Things that kinda suck about Venezuela:

1. Costs — this country is about as expensive as most European countries, because the exchange rate is…how can I put this delicately…fucked. Our Venezuelan bank card works one out of 12 times, so instead of getting the much better black market rate, we have to use our own cards at the shitty official rate, which is…how can I put this delicately…shitty…oh, I already stated that, huh? But, I will say, without the help of our Venezuelan friends in California and their friends, this trip would have broken the bank.

2. Banks — ATMs don’t work. It’s really like a 1 in 5 chance that when you try to get money, you actually will. When you actually do succeed, it’s like winning on a slot machine. They should install Vegas-style lights and bells for when you are successful at taking money out.
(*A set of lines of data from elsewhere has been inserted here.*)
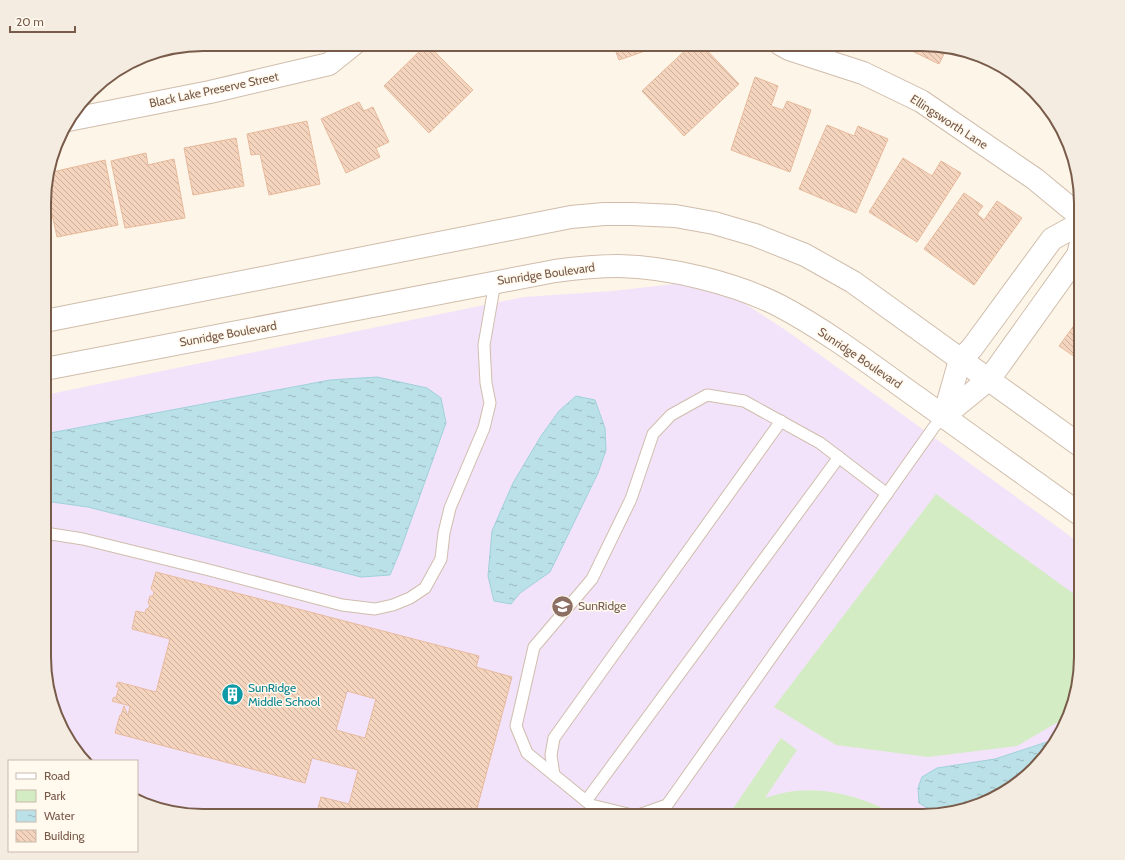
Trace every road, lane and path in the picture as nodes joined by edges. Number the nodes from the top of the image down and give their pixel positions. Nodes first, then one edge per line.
1 (345, 51) edge
2 (795, 51) edge
3 (77, 118) edge
4 (1074, 211) edge
5 (1074, 227) edge
6 (1074, 261) edge
7 (495, 282) junction
8 (1014, 291) junction
9 (1040, 309) junction
10 (51, 320) edge
11 (960, 360) junction
12 (51, 368) edge
13 (988, 380) junction
14 (944, 416) junction
15 (781, 421) junction
16 (1074, 441) edge
17 (839, 457) junction
18 (887, 494) junction
19 (1074, 510) edge
20 (51, 534) edge
21 (554, 775) junction
22 (586, 801) junction
23 (607, 809) edge
24 (656, 809) edge

1 - 3 street, Black Lake Preserve Street
2 - 4 street, Ellingsworth Lane
5 - 8 street
6 - 9 street
7 - 12 street, Sunridge Boulevard
7 - 14 street, Sunridge Boulevard
7 - 20 lane
8 - 9 street
8 - 11 street
9 - 13 street
10 - 11 street
11 - 13 street
11 - 14 street
13 - 14 street
13 - 16 street
14 - 18 lane
14 - 19 street, Sunridge Boulevard
15 - 17 lane
15 - 21 lane
15 - 21 lane
17 - 18 lane
17 - 22 lane
18 - 24 lane
21 - 22 lane
22 - 23 lane

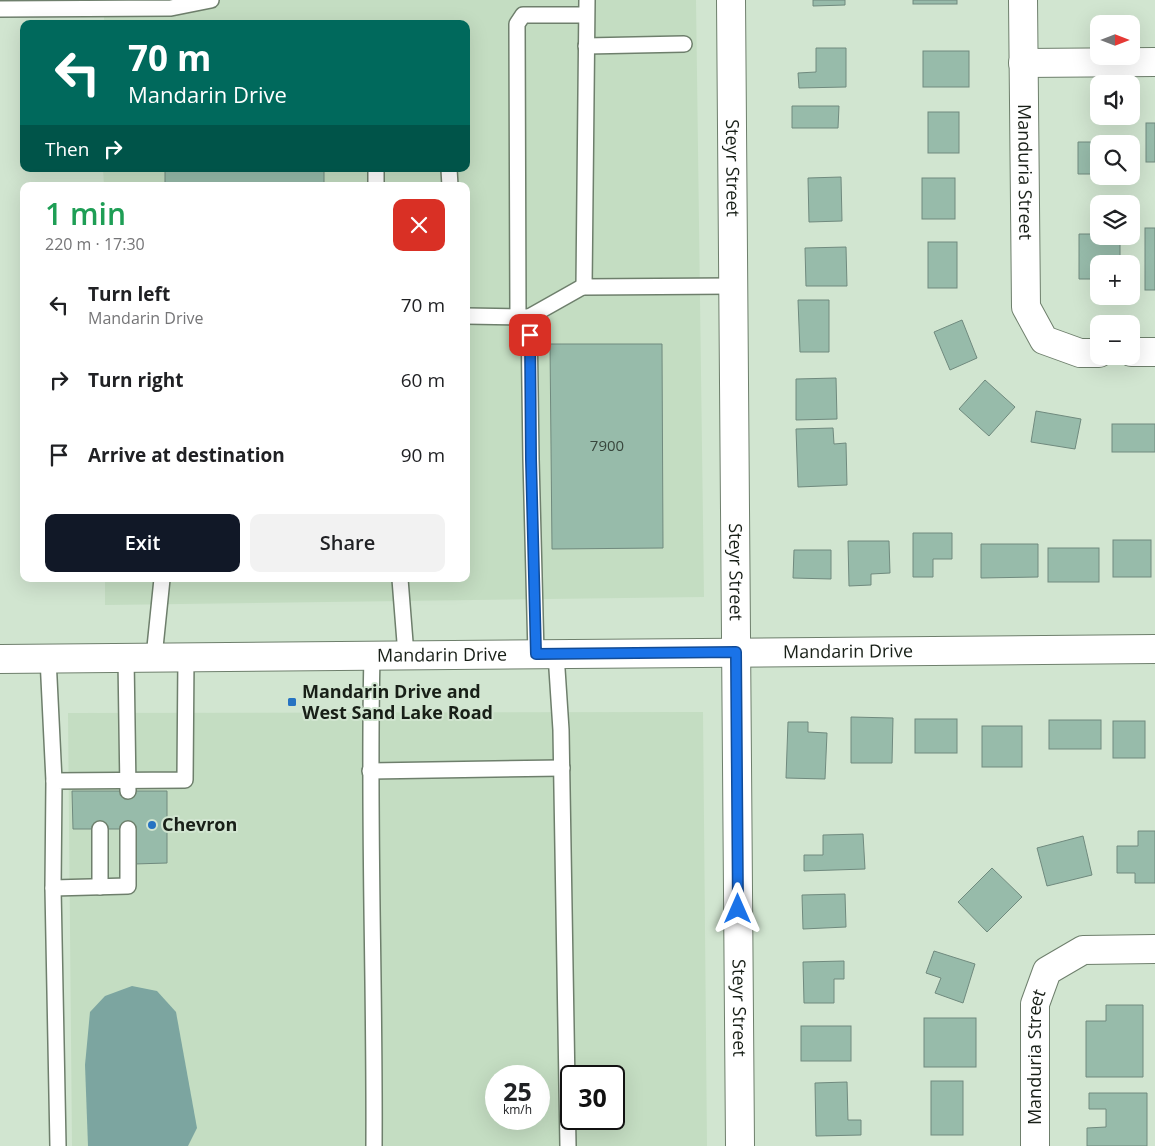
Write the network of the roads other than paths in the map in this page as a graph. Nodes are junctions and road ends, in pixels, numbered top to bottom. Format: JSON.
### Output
{"nodes":[{"id":1,"x":211,"y":0,"type":"edge"},
{"id":2,"x":731,"y":0,"type":"edge"},
{"id":3,"x":1023,"y":0,"type":"edge"},
{"id":4,"x":587,"y":7,"type":"edge"},
{"id":5,"x":0,"y":9,"type":"edge"},
{"id":6,"x":684,"y":44,"type":"dead end"},
{"id":7,"x":586,"y":46,"type":"junction"},
{"id":8,"x":1155,"y":62,"type":"edge"},
{"id":9,"x":1023,"y":63,"type":"junction"},
{"id":10,"x":584,"y":286,"type":"junction"},
{"id":11,"x":733,"y":286,"type":"junction"},
{"id":12,"x":470,"y":316,"type":"edge"},
{"id":13,"x":524,"y":317,"type":"junction"},
{"id":14,"x":1140,"y":352,"type":"edge"},
{"id":15,"x":1155,"y":352,"type":"edge"},
{"id":16,"x":1090,"y":353,"type":"edge"},
{"id":17,"x":162,"y":582,"type":"edge"},
{"id":18,"x":400,"y":582,"type":"edge"},
{"id":19,"x":1155,"y":649,"type":"edge"},
{"id":20,"x":736,"y":652,"type":"junction"},
{"id":21,"x":546,"y":654,"type":"junction"},
{"id":22,"x":406,"y":655,"type":"junction"},
{"id":23,"x":372,"y":656,"type":"junction"},
{"id":24,"x":154,"y":657,"type":"junction"},
{"id":25,"x":186,"y":657,"type":"junction"},
{"id":26,"x":48,"y":658,"type":"junction"},
{"id":27,"x":126,"y":658,"type":"junction"},
{"id":28,"x":0,"y":659,"type":"edge"},
{"id":29,"x":562,"y":768,"type":"junction"},
{"id":30,"x":370,"y":771,"type":"junction"},
{"id":31,"x":54,"y":781,"type":"junction"},
{"id":32,"x":128,"y":786,"type":"junction"},
{"id":33,"x":100,"y":829,"type":"dead end"},
{"id":34,"x":128,"y":829,"type":"dead end"},
{"id":35,"x":100,"y":887,"type":"junction"},
{"id":36,"x":53,"y":888,"type":"junction"},
{"id":37,"x":1155,"y":949,"type":"edge"},
{"id":38,"x":58,"y":1146,"type":"edge"},
{"id":39,"x":374,"y":1146,"type":"edge"},
{"id":40,"x":568,"y":1146,"type":"edge"},
{"id":41,"x":740,"y":1146,"type":"edge"},
{"id":42,"x":1035,"y":1146,"type":"edge"}],
"edges":[{"from":1,"to":5,"type":"lane"},
{"from":2,"to":11,"type":"street","name":"Steyr Street"},
{"from":3,"to":9,"type":"street","name":"Manduria Street"},
{"from":4,"to":7,"type":"lane"},
{"from":4,"to":13,"type":"lane"},
{"from":6,"to":7,"type":"lane"},
{"from":7,"to":10,"type":"lane"},
{"from":8,"to":9,"type":"street"},
{"from":9,"to":16,"type":"street","name":"Manduria Street"},
{"from":10,"to":11,"type":"lane"},
{"from":10,"to":13,"type":"lane"},
{"from":11,"to":20,"type":"street","name":"Steyr Street"},
{"from":12,"to":13,"type":"lane"},
{"from":13,"to":21,"type":"lane"},
{"from":14,"to":15,"type":"street"},
{"from":17,"to":24,"type":"lane"},
{"from":18,"to":22,"type":"lane"},
{"from":19,"to":20,"type":"street","name":"Mandarin Drive"},
{"from":20,"to":21,"type":"street","name":"Mandarin Drive"},
{"from":20,"to":41,"type":"street","name":"Steyr Street"},
{"from":21,"to":22,"type":"street","name":"Mandarin Drive"},
{"from":21,"to":29,"type":"lane"},
{"from":22,"to":23,"type":"street","name":"Mandarin Drive"},
{"from":23,"to":25,"type":"street","name":"Mandarin Drive"},
{"from":23,"to":30,"type":"lane"},
{"from":24,"to":25,"type":"street","name":"Mandarin Drive"},
{"from":24,"to":27,"type":"street","name":"Mandarin Drive"},
{"from":25,"to":32,"type":"lane"},
{"from":26,"to":27,"type":"street","name":"Mandarin Drive"},
{"from":26,"to":28,"type":"street","name":"Mandarin Drive"},
{"from":26,"to":31,"type":"lane"},
{"from":27,"to":32,"type":"lane"},
{"from":29,"to":30,"type":"lane"},
{"from":29,"to":40,"type":"lane"},
{"from":30,"to":39,"type":"lane"},
{"from":31,"to":32,"type":"lane"},
{"from":31,"to":36,"type":"lane"},
{"from":33,"to":35,"type":"lane"},
{"from":34,"to":35,"type":"lane"},
{"from":35,"to":36,"type":"lane"},
{"from":36,"to":38,"type":"lane"},
{"from":37,"to":42,"type":"street","name":"Manduria Street"}]}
Although that would probably attract the murders and rapists even more than having blond hair and blue eyes.

3. Tourism — Weve decided that Venezuela’s Minister of Tourism is either a retarded donkey who just sits behind a desk and shits out bad policies, or is Hugo Chavez’s illegitimate brainless midget child. Ergo, I propose that Venezuela’s new Tourism slogan should be “Venezuela — Were Just Not Quite Ready for Tourism.” Things are at best difficult. The country itself has tons of beautiful things to see, and some of the nicest, friendliest people Ive ever met in my travels, but in tourism standards its just not quite ready. Im pretty sure those individuals who are involved in trying to get tourists from point A to point B, get them situated with accomodations, and make life easier failed the seminar on “How to Get Tourists from Point A to Point B, Get Them Situated with Accomodations, and Make Their Life Easier.”

4. The Women — for the most part…how can I put this delicately…they’re all fat and ugly. This was a surprise because Colombia was the exact opposite. The reality of this situation makes me sad in my pants.

5. Food — Im still not totally sure what Venezuelan food is. They have these interesting things called Cachapas which are basically a sweet corn pancake filled with nearly 47 pounds of salty cheese, and there is also a boatload of Ham and Cheese related products. Other than that its pretty much pizza and street hot dogs, which rapidly induce a visit from Montezuma. But, man oh man, are the street hot dogs delicious. They put crumbled potato chips on them. After a bottle of rum, I highly suggest this. Its almost worth the next day on the shitter.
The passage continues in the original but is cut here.